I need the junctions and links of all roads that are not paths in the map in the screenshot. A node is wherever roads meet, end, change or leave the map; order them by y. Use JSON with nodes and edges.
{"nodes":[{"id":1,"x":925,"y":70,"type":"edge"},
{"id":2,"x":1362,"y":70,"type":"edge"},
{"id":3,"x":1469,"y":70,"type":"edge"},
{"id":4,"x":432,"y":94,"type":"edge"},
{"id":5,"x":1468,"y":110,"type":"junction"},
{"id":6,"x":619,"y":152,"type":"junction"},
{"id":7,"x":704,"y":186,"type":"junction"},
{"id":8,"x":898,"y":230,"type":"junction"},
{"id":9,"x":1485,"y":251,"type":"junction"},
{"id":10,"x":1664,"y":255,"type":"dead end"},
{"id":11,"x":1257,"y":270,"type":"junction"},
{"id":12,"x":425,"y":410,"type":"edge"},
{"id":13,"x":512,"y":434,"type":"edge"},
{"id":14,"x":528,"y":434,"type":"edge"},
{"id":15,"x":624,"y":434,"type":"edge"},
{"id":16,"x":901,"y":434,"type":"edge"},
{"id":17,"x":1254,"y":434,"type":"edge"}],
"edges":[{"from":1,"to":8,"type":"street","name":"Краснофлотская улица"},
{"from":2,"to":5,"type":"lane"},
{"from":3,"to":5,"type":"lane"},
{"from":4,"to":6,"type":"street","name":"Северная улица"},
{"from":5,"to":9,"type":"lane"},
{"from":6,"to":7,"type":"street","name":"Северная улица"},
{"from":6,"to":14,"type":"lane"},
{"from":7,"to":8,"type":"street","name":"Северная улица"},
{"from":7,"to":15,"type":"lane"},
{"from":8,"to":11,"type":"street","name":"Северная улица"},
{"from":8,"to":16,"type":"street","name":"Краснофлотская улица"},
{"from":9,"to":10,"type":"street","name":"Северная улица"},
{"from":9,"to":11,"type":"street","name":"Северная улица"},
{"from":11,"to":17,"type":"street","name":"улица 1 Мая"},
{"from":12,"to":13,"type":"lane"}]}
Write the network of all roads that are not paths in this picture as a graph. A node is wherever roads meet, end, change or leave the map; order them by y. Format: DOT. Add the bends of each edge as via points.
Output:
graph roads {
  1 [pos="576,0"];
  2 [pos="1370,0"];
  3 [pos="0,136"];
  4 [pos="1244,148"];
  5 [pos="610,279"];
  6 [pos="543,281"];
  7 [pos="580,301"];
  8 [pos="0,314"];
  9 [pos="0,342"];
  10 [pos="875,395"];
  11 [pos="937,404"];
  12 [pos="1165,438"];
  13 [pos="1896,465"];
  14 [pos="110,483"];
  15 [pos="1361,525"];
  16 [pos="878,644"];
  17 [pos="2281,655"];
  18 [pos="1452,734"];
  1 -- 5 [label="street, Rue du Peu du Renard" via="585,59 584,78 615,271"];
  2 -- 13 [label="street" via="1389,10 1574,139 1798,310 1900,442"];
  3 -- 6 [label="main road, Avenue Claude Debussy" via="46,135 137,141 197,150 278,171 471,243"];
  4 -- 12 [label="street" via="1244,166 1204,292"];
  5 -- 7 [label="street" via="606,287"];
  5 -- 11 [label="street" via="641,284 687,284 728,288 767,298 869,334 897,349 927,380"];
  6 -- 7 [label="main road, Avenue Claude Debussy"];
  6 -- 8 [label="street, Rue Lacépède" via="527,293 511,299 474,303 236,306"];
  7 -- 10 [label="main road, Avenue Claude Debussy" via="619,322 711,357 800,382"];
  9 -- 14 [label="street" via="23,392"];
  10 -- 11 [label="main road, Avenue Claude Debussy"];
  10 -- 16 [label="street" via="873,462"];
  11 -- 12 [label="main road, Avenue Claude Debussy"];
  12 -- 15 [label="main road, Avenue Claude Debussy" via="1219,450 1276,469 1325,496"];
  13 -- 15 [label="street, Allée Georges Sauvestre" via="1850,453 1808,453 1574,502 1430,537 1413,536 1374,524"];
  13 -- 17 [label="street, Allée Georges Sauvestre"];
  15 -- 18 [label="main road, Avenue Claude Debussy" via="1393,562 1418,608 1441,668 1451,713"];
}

============================================================

What is being asked ▸ All of the data above must be set down again exactly.

Written solution ▸
I need the junctions and links of all roads that are not paths in the map in the screenshot. A node is wherever roads meet, end, change or leave the map; order them by y. Use JSON with nodes and edges.
{"nodes":[{"id":1,"x":925,"y":70,"type":"edge"},
{"id":2,"x":1362,"y":70,"type":"edge"},
{"id":3,"x":1469,"y":70,"type":"edge"},
{"id":4,"x":432,"y":94,"type":"edge"},
{"id":5,"x":1468,"y":110,"type":"junction"},
{"id":6,"x":619,"y":152,"type":"junction"},
{"id":7,"x":704,"y":186,"type":"junction"},
{"id":8,"x":898,"y":230,"type":"junction"},
{"id":9,"x":1485,"y":251,"type":"junction"},
{"id":10,"x":1664,"y":255,"type":"dead end"},
{"id":11,"x":1257,"y":270,"type":"junction"},
{"id":12,"x":425,"y":410,"type":"edge"},
{"id":13,"x":512,"y":434,"type":"edge"},
{"id":14,"x":528,"y":434,"type":"edge"},
{"id":15,"x":624,"y":434,"type":"edge"},
{"id":16,"x":901,"y":434,"type":"edge"},
{"id":17,"x":1254,"y":434,"type":"edge"}],
"edges":[{"from":1,"to":8,"type":"street","name":"Краснофлотская улица"},
{"from":2,"to":5,"type":"lane"},
{"from":3,"to":5,"type":"lane"},
{"from":4,"to":6,"type":"street","name":"Северная улица"},
{"from":5,"to":9,"type":"lane"},
{"from":6,"to":7,"type":"street","name":"Северная улица"},
{"from":6,"to":14,"type":"lane"},
{"from":7,"to":8,"type":"street","name":"Северная улица"},
{"from":7,"to":15,"type":"lane"},
{"from":8,"to":11,"type":"street","name":"Северная улица"},
{"from":8,"to":16,"type":"street","name":"Краснофлотская улица"},
{"from":9,"to":10,"type":"street","name":"Северная улица"},
{"from":9,"to":11,"type":"street","name":"Северная улица"},
{"from":11,"to":17,"type":"street","name":"улица 1 Мая"},
{"from":12,"to":13,"type":"lane"}]}
Write the network of all roads that are not paths in this picture as a graph. A node is wherever roads meet, end, change or leave the map; order them by y. Format: DOT. Add the bends of each edge as via points.
Output:
graph roads {
  1 [pos="576,0"];
  2 [pos="1370,0"];
  3 [pos="0,136"];
  4 [pos="1244,148"];
  5 [pos="610,279"];
  6 [pos="543,281"];
  7 [pos="580,301"];
  8 [pos="0,314"];
  9 [pos="0,342"];
  10 [pos="875,395"];
  11 [pos="937,404"];
  12 [pos="1165,438"];
  13 [pos="1896,465"];
  14 [pos="110,483"];
  15 [pos="1361,525"];
  16 [pos="878,644"];
  17 [pos="2281,655"];
  18 [pos="1452,734"];
  1 -- 5 [label="street, Rue du Peu du Renard" via="585,59 584,78 615,271"];
  2 -- 13 [label="street" via="1389,10 1574,139 1798,310 1900,442"];
  3 -- 6 [label="main road, Avenue Claude Debussy" via="46,135 137,141 197,150 278,171 471,243"];
  4 -- 12 [label="street" via="1244,166 1204,292"];
  5 -- 7 [label="street" via="606,287"];
  5 -- 11 [label="street" via="641,284 687,284 728,288 767,298 869,334 897,349 927,380"];
  6 -- 7 [label="main road, Avenue Claude Debussy"];
  6 -- 8 [label="street, Rue Lacépède" via="527,293 511,299 474,303 236,306"];
  7 -- 10 [label="main road, Avenue Claude Debussy" via="619,322 711,357 800,382"];
  9 -- 14 [label="street" via="23,392"];
  10 -- 11 [label="main road, Avenue Claude Debussy"];
  10 -- 16 [label="street" via="873,462"];
  11 -- 12 [label="main road, Avenue Claude Debussy"];
  12 -- 15 [label="main road, Avenue Claude Debussy" via="1219,450 1276,469 1325,496"];
  13 -- 15 [label="street, Allée Georges Sauvestre" via="1850,453 1808,453 1574,502 1430,537 1413,536 1374,524"];
  13 -- 17 [label="street, Allée Georges Sauvestre"];
  15 -- 18 [label="main road, Avenue Claude Debussy" via="1393,562 1418,608 1441,668 1451,713"];
}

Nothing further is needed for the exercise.